> _WORK ORDER_: Using the entries below, transcribe exactly the line containing "Turn the roads" and each line that follows it to the end.

> _EXTRACTED INFORMATION_:
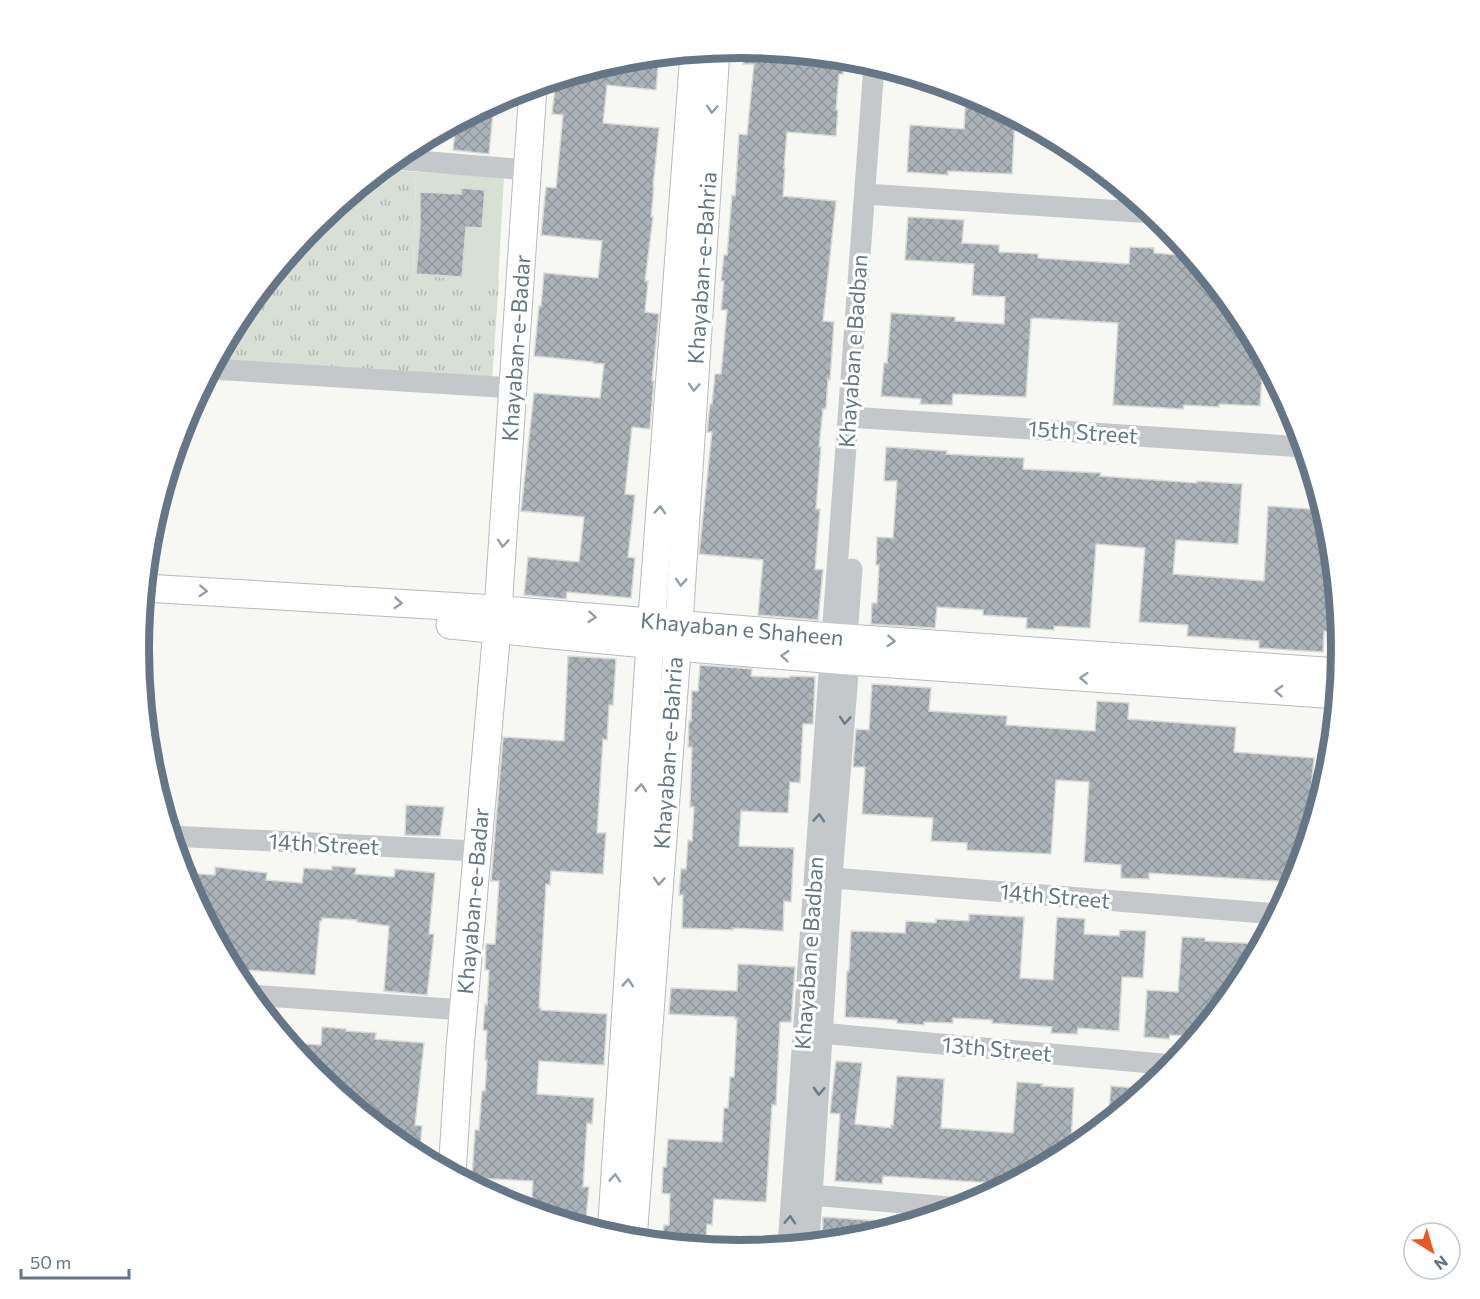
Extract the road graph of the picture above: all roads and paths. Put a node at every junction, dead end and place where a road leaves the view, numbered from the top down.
1 (715, 59) edge
2 (694, 61) edge
3 (874, 74) edge
4 (886, 77) edge
5 (531, 97) edge
6 (518, 101) edge
7 (409, 160) edge
8 (520, 170) junction
9 (871, 194) junction
10 (1137, 212) edge
11 (220, 370) edge
12 (505, 387) junction
13 (856, 417) junction
14 (1295, 446) edge
15 (152, 589) edge
16 (150, 606) edge
17 (353, 610) junction
18 (488, 619) junction
19 (664, 634) junction
20 (840, 649) junction
21 (1330, 672) edge
22 (1329, 694) edge
23 (179, 836) edge
24 (470, 851) junction
25 (823, 877) junction
26 (1269, 913) edge
27 (262, 996) edge
28 (458, 1010) junction
29 (813, 1032) junction
30 (1161, 1064) edge
31 (447, 1162) edge
32 (802, 1195) junction
33 (938, 1206) edge
34 (612, 1226) edge
35 (633, 1230) edge
36 (808, 1236) edge
37 (790, 1238) edge

1 -> 19 main road, Khayaban-e-Bahria
19 -> 2 main road, Khayaban-e-Bahria
3 - 9 street, Khayaban e Badban
4 - 9 street, Khayaban e Badban
5 - 8 main road, Khayaban-e-Badar
6 - 8 main road, Khayaban-e-Badar
7 - 8 street
8 - 12 main road, Khayaban-e-Badar
9 - 10 street
9 - 13 street, Khayaban e Badban
11 - 12 street
12 - 18 main road, Khayaban-e-Badar
13 - 14 street, 15th Street
13 - 20 street, Khayaban e Badban
15 -> 17 main road, Khayaban e Shaheen
16 - 17 main road, Khayaban e Shaheen
17 - 18 main road, Khayaban e Shaheen
18 - 19 main road, Khayaban e Shaheen
18 - 24 main road, Khayaban-e-Badar
19 - 20 main road, Khayaban e Shaheen
34 -> 19 main road, Khayaban-e-Bahria
19 -> 35 main road, Khayaban-e-Bahria
20 -> 21 main road, Khayaban e Shaheen
22 -> 20 main road, Khayaban e Shaheen
20 - 25 street, Khayaban e Badban
23 - 24 street, 14th Street
24 - 28 main road, Khayaban-e-Badar
25 - 26 street, 14th Street
25 - 29 street, Khayaban e Badban
27 - 28 street
28 - 31 main road, Khayaban-e-Badar
29 - 30 street, 13th Street
29 - 32 street, Khayaban e Badban
32 - 33 street
32 - 36 street, Khayaban e Badban
37 -> 32 street, Khayaban e Badban

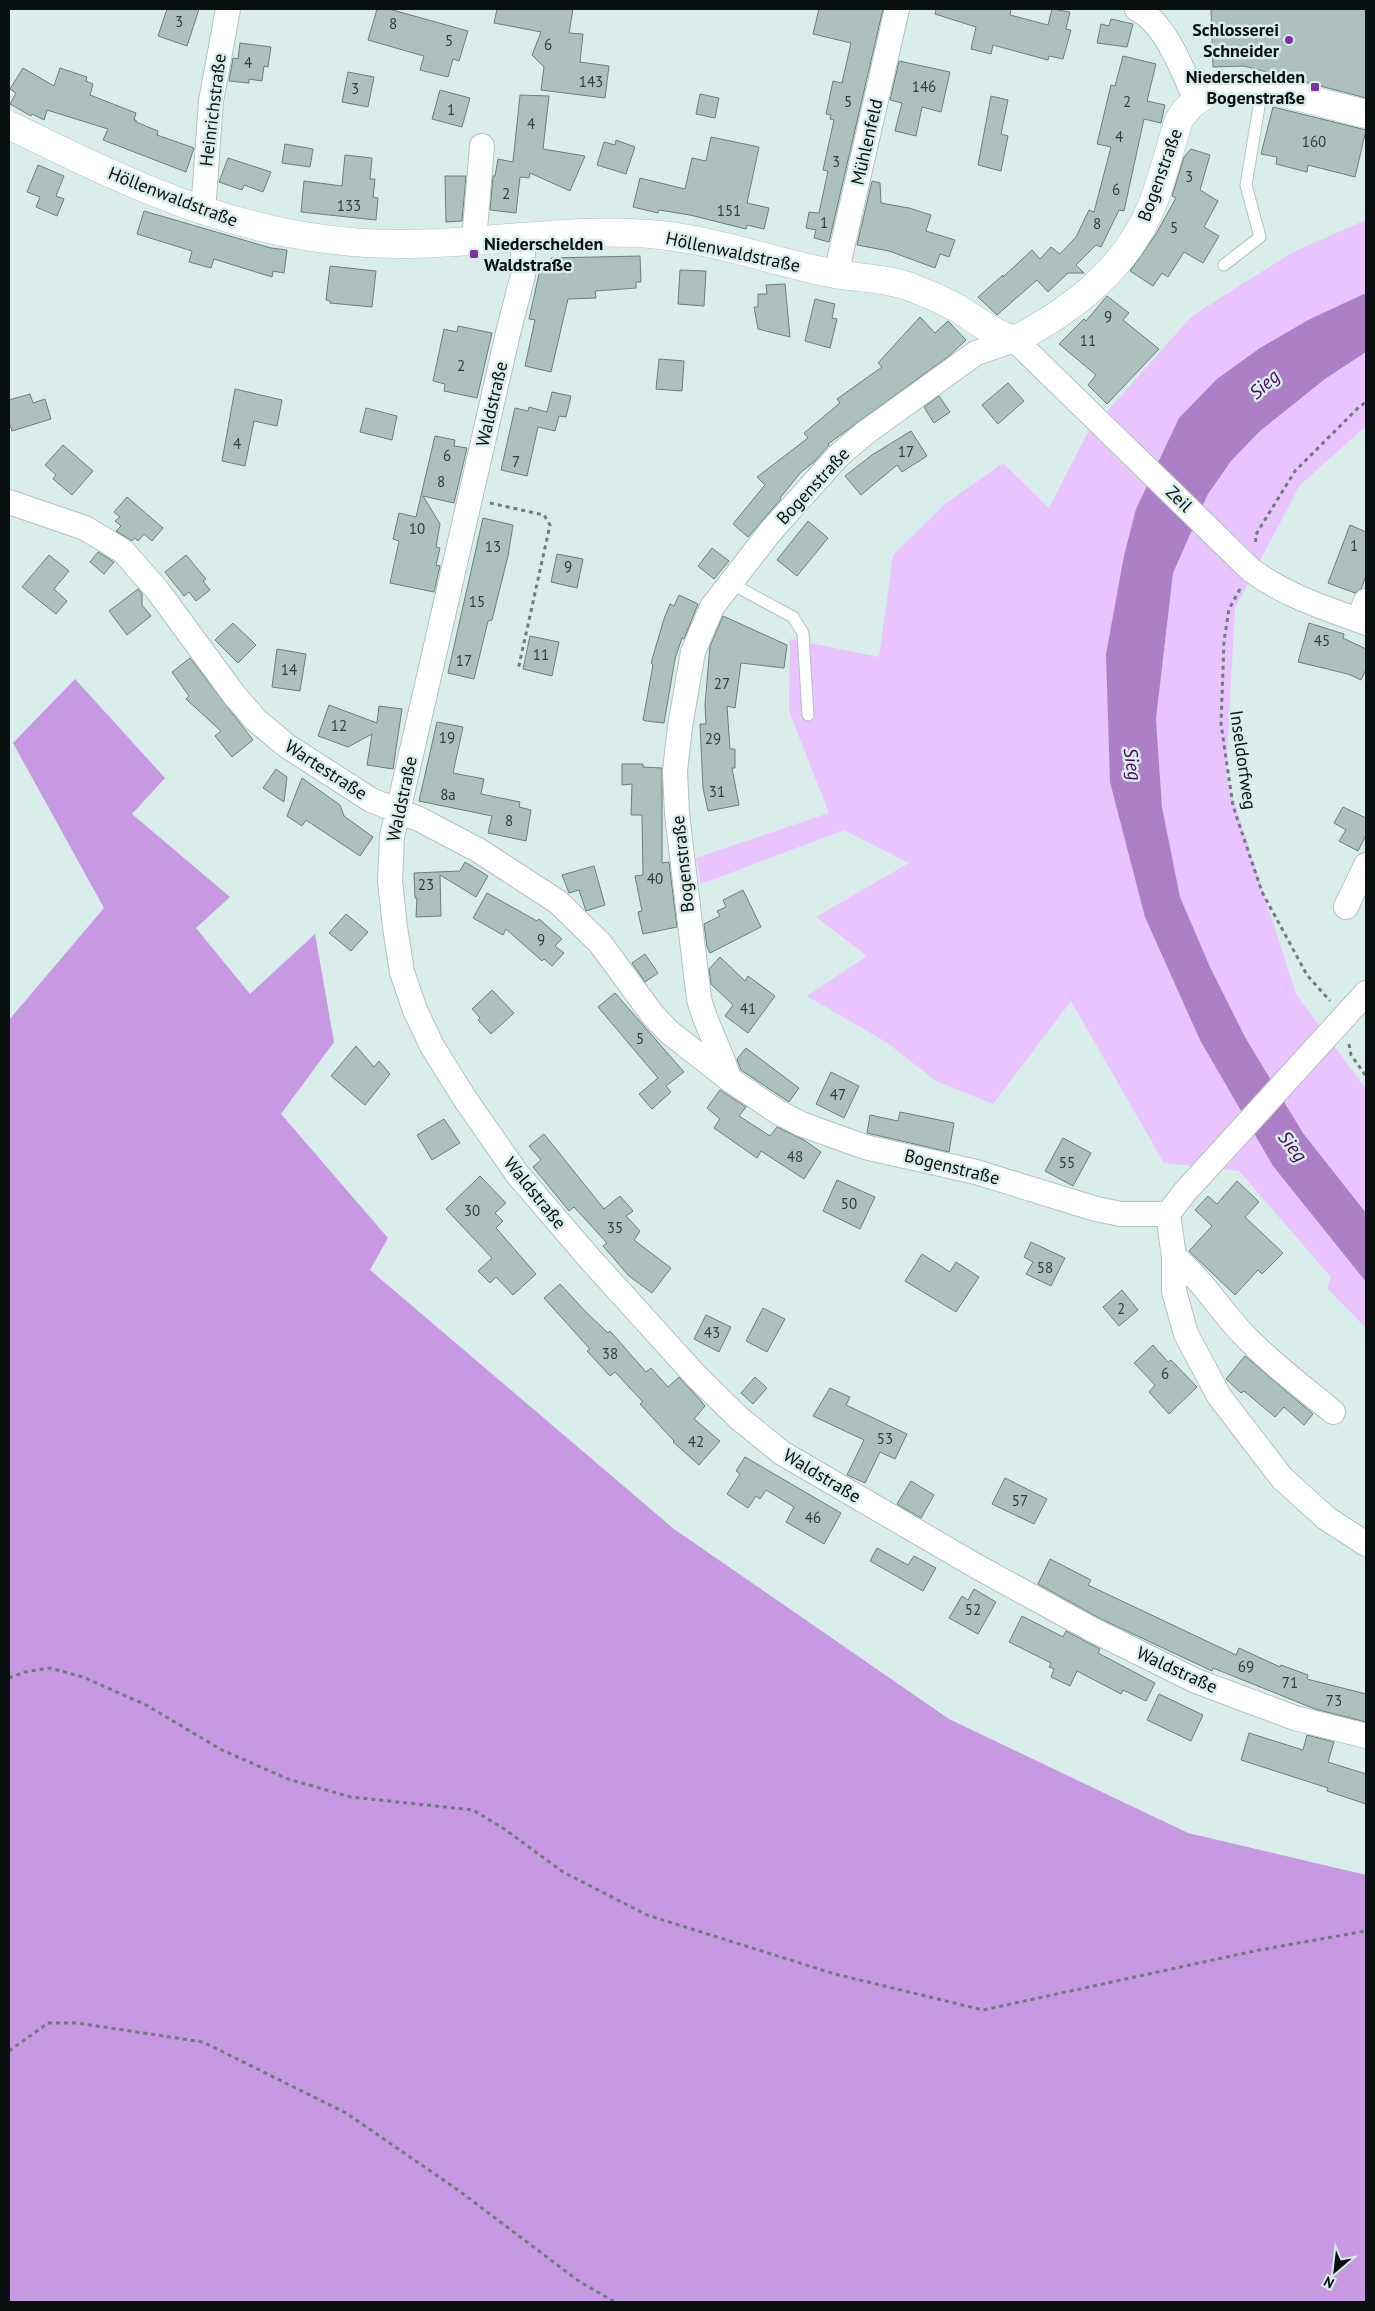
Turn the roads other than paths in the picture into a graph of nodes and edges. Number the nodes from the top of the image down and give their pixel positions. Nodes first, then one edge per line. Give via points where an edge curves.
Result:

> _RESULT_:
Turn the roads other than paths in the picture into a graph of nodes and edges. Number the nodes from the top of the image down and give their pixel positions. Nodes first, then one edge per line. Give via points where an edge curves.
Result:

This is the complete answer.